Opinion
43926.
SUBMITTED SEPTEMBER 4, 1968.
DECIDED MARCH 11, 1969.
Action for damages. Floyd City Court. Before Judge Minge.
E. J. Clower, for appellant.
Rogers, Magruder Hoyt, J. Clinton Sumner, Jr., F. Larry Salmon, for appellees.
This case involves suits for damages arising out of an automobile collision. Plaintiff Robb sued defendant Land alleging negligence. Defendant Land filed a cross action alleging plaintiff Robb was negligent.
Because of the evidence presented at the trial, it was necessary to charge the jury on the doctrine of comparative negligence. The two enumerations of error relate to one sentence of the trial court's comparative negligence charge, to wit: "As an illustration, if you believe that Mr. Robb was two-thirds at fault, and Mr. Land was one-third at fault, no recovery could be had by Mr. Land."

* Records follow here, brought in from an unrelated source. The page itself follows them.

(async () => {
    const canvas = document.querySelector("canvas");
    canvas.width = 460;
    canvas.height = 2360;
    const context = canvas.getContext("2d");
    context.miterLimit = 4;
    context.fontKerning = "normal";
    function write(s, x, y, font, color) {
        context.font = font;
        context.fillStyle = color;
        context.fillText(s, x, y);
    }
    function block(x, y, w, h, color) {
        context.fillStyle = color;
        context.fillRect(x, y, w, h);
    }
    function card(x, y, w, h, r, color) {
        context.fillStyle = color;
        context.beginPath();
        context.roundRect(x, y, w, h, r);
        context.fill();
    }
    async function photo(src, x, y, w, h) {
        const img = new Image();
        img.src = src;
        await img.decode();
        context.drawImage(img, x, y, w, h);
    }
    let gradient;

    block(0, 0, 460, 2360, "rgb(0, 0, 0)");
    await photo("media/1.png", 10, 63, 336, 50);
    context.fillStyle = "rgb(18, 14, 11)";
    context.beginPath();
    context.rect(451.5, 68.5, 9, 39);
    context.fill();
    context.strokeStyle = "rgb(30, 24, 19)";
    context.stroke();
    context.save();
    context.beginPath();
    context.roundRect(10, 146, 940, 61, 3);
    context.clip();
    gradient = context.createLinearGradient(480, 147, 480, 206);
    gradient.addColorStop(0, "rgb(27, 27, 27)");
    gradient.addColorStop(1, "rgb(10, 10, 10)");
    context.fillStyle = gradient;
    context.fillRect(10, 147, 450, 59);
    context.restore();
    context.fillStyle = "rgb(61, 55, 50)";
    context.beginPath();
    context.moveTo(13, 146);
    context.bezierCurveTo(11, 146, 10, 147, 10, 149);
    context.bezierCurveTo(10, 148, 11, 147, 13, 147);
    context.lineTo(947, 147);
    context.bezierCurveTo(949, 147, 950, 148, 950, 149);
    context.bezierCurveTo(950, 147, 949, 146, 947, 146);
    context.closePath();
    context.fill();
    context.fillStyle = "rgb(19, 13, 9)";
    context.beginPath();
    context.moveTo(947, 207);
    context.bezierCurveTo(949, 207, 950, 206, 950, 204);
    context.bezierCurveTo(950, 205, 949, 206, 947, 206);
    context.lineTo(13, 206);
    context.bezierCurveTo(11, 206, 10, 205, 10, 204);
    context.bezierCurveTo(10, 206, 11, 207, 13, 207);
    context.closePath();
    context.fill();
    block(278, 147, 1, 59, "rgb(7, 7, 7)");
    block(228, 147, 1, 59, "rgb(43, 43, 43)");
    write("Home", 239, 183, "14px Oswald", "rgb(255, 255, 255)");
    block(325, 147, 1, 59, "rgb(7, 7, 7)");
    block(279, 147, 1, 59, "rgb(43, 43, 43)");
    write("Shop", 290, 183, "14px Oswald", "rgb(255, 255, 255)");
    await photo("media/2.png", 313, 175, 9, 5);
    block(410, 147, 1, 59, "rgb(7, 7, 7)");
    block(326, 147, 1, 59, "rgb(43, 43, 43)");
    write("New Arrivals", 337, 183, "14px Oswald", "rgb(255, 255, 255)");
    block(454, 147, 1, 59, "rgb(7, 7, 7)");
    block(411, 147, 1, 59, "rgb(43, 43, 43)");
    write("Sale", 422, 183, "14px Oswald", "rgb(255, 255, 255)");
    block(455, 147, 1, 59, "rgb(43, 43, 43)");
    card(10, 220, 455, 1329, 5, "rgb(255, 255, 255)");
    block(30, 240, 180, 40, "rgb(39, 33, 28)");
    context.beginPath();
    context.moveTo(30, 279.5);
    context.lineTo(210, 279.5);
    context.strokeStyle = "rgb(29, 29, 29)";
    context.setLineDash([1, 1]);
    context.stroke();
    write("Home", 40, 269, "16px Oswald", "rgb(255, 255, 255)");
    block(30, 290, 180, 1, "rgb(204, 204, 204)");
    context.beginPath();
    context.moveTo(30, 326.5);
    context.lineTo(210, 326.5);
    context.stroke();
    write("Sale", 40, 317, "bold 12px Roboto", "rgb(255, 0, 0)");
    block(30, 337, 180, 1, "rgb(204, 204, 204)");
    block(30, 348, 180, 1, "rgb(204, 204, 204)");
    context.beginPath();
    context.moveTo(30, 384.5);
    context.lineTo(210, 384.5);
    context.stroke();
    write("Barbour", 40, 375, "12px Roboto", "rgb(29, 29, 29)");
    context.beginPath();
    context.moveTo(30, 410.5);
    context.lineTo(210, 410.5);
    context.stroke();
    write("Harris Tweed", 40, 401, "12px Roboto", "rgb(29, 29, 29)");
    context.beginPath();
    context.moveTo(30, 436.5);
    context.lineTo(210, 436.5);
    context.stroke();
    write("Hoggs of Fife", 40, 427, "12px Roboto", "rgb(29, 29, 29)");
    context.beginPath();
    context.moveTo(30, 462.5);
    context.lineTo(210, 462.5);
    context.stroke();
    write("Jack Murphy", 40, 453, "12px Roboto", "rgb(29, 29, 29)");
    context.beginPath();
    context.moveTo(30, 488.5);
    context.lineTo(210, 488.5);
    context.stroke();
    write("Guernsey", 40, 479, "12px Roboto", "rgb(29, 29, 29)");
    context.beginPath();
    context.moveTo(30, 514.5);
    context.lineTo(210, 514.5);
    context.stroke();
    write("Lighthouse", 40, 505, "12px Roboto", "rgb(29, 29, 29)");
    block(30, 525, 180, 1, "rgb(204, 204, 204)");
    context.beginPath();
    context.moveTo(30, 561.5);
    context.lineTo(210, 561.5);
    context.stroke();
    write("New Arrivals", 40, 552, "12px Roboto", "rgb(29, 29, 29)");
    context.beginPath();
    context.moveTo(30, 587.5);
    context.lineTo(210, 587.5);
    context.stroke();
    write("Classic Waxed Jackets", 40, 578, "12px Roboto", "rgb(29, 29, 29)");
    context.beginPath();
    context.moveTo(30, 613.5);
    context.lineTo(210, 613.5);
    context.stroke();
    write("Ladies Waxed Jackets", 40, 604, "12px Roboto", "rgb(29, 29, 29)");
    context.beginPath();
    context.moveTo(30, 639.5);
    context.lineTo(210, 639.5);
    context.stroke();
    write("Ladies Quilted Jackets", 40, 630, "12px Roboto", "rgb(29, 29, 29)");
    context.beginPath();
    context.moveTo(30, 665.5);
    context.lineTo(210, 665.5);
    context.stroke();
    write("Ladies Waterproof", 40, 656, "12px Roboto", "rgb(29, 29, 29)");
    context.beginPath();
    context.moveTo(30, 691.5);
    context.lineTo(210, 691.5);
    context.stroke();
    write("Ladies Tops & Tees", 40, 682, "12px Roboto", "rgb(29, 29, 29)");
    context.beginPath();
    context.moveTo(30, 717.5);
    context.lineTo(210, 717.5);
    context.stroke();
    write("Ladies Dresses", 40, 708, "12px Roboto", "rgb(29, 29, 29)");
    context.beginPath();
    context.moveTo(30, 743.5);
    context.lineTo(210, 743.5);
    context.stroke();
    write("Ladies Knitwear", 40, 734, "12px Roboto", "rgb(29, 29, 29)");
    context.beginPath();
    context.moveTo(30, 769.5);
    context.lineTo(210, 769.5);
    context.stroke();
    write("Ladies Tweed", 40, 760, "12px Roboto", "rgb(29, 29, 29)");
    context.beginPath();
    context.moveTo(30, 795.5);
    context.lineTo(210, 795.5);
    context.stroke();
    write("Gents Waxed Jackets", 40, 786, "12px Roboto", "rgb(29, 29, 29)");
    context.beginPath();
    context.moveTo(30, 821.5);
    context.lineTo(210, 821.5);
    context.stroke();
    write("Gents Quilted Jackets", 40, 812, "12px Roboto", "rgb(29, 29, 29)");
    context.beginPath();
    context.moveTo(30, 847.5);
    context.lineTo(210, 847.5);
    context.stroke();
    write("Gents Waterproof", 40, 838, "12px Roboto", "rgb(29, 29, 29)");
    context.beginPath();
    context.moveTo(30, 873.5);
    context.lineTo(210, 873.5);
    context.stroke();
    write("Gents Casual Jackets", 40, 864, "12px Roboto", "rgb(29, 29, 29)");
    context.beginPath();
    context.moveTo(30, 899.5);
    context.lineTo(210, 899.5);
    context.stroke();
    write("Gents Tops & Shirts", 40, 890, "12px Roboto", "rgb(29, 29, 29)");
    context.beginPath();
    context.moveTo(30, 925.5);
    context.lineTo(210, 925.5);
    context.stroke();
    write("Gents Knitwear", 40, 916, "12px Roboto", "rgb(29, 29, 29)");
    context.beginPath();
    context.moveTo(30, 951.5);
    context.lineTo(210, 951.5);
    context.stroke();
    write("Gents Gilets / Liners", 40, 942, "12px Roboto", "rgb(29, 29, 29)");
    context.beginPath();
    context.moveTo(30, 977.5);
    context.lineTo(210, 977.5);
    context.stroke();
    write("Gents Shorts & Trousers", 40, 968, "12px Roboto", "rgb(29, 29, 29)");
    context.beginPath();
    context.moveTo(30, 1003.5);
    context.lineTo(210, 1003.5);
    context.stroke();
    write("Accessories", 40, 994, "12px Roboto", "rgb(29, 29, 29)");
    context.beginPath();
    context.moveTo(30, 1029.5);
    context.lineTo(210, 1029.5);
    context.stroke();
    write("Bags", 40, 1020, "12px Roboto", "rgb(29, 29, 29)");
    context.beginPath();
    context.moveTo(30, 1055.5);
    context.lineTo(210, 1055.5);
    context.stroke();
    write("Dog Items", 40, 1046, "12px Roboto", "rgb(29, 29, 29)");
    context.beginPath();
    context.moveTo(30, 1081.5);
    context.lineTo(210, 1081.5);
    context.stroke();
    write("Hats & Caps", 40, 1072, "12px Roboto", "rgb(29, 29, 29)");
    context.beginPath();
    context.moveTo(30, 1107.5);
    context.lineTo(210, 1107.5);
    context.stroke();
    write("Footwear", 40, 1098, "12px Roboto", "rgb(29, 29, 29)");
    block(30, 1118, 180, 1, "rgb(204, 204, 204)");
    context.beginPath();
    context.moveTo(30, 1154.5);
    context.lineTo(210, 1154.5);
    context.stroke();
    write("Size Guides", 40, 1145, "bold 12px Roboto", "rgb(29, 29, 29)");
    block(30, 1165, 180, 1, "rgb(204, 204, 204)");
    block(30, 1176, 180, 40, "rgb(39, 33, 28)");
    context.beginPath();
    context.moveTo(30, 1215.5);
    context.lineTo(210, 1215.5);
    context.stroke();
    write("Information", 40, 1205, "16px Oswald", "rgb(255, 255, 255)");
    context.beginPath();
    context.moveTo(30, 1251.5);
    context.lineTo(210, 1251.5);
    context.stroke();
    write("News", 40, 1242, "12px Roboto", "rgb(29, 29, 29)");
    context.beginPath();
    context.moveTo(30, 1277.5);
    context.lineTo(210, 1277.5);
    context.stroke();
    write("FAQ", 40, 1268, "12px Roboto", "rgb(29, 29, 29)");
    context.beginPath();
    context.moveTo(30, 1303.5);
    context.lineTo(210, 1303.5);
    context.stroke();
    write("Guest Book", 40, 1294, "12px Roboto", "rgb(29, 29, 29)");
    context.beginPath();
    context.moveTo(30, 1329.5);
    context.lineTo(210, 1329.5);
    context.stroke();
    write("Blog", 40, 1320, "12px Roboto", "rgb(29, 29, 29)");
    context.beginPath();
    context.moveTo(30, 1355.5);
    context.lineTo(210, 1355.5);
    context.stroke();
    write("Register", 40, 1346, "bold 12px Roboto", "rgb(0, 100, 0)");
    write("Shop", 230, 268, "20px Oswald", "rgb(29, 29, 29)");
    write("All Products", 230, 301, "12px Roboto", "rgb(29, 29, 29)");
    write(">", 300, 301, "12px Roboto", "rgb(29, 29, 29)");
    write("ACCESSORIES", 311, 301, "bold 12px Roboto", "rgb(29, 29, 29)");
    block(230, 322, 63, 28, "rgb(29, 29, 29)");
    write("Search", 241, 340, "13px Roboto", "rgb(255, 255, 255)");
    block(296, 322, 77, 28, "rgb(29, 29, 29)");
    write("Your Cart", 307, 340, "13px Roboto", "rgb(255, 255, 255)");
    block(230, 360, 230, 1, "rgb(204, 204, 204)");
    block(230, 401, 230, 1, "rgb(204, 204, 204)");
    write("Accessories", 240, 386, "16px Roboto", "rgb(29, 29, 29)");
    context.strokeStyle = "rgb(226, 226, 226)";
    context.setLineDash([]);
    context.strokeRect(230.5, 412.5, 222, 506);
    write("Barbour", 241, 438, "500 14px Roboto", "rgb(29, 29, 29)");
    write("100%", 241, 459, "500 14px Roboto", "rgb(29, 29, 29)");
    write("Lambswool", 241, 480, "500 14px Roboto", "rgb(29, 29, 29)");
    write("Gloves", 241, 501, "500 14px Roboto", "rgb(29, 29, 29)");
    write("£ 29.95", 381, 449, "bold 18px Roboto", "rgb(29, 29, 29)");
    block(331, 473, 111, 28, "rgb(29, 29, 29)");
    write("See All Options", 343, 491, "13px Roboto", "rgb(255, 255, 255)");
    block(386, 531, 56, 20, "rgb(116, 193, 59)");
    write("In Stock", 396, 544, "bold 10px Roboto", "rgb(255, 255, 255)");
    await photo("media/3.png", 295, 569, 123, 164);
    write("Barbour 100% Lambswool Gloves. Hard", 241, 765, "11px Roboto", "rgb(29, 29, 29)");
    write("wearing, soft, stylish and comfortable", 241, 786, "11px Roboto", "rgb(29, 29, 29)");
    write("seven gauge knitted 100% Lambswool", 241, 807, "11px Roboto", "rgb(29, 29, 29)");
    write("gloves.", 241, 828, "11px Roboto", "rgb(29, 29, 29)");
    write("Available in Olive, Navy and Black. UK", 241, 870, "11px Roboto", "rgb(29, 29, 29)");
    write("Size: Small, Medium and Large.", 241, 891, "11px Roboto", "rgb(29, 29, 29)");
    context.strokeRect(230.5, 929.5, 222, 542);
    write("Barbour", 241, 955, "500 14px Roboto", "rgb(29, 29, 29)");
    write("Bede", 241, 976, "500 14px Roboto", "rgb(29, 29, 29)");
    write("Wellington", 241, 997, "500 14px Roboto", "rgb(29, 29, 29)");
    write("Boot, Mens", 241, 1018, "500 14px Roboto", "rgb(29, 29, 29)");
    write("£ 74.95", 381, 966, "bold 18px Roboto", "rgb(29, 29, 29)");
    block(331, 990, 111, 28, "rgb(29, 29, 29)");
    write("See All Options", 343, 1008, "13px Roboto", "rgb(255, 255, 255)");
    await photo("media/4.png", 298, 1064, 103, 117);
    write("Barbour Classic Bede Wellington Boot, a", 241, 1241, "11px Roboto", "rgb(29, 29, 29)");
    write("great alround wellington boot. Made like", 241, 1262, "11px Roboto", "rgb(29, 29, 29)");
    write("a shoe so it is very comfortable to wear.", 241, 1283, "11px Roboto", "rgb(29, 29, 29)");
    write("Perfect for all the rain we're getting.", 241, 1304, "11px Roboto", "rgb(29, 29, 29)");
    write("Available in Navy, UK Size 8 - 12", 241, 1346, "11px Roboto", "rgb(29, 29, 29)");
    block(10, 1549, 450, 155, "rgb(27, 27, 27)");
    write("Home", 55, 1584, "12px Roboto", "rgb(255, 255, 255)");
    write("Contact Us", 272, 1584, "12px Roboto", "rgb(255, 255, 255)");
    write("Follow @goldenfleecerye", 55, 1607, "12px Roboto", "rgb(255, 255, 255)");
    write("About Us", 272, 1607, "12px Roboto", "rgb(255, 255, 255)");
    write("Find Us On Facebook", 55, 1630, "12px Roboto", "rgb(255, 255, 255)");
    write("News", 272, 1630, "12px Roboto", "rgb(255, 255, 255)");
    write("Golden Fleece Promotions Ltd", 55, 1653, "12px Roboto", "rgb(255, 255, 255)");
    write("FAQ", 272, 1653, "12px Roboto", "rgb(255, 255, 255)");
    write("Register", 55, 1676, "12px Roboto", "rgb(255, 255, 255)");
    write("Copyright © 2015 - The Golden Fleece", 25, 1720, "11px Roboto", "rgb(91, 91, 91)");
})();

The court, obviously, should have ended the above sentence with "Mr. Robb." The question is whether reversal is required because of the mistake. Held:
The mistake occurred during that portion of the charge in which the jury was being instructed as to the law applicable to Robb's action (the main action) against Land. The instructions were as follows: "Considering first the suit brought by Mr. Robb, to recover damages from the defendant, I charge you that if you find the plaintiff, Mr. Robb, and the defendant, Mr. Land, were both at fault, you shall apply the following principles of law: If the negligence of Mr. Robb was equal to the negligence of Mr. Land, there could be no recovery by Mr. Robb. If the negligence of Mr. Robb was greater than the negligence of Mr. Land, Mr. Robb could not recover from the defendant. If the negligence of Mr. Robb was less than that of Mr. Land, and Mr. Robb is otherwise entitled to recover against the defendant, the total amount of damages in dollars and cents should be reduced to the amount of negligence chargeable to Mr. Robb. As an illustration, if you believe that Mr. Robb was two thirds at fault, and Mr. Land was one-third at fault, no recovery could be had by Mr. Land. If you believe that Mr. Robb was one-half at fault, and Mr. Land was one-half at fault, the negligence of each would offset the other, and no recovery could be had by Mr. Robb. If you believe that Mr. Robb was one-third at fault, and Mr. Land was two-thirds at fault, and you believe Mr. Robb is otherwise entitled to recover, under the evidence and the instructions I give you, a certain sum of money, then the amount of recovery would be reduced by one-third of that sum, because Mr. Robb cannot recover for that part of the negligence which he contributed, but only that part of the total negligence contributed by the defendant."
Immediately thereafter, with regard to the defendant's cross action, the court charged: "Considering the cross action of the defendant, I charge you that the same principles of contributory negligence that I have just given you in charge would be applicable, and you are to apply them to this cross action of the defendant in the same manner as you apply them to plaintiff's action."
When the charge is considered as a whole, it is apparent that there was a mere slip of the tongue in the instance complained of, and it is also apparent that it was not harmful. The basic principle of the charge was not changed or confused thereby, and furthermore was applied equally by the charge to both parties.
For cases involving "a mere slip of the tongue," see the following cases which give support to the holding that the portion of the charge complained of in this case did not constitute harmful error: Holmes v. State, 60 Ga. App. 239 ( 3 S.E.2d 839); Bell v. Proctor, 92 Ga. App. 759, 767 ( 90 S.E.2d 84), affirmed on certiorari as to this ruling, 212 Ga. 325 ( 92 S.E.2d 514); Russell v. Pitts, 105 Ga. App. 147 (3) ( 123 S.E.2d 708); Pendry v. Addison, 105 Ga. App. 673 (3) ( 125 S.E.2d 523); Kane v. Standard Oil Co., 108 Ga. App. 602 (2) ( 133 S.E.2d 913); Goldstein v. Karr, 110 Ga. App. 806 (4) ( 140 S.E.2d 40); McEwen v. State, 113 Ga. App. 765 (4) ( 149 S.E.2d 716); Siegel v. State, 206 Ga. 252 (2) ( 56 S.E.2d 512); Dickerson v. Harvey, 221 Ga. 606, 608 ( 146 S.E.2d 310); Salisbury v. State, 223 Ga. 414 (3) ( 156 S.E.2d 48).
Judgment affirmed. Felton, C. J., and Eberhardt, J., concur.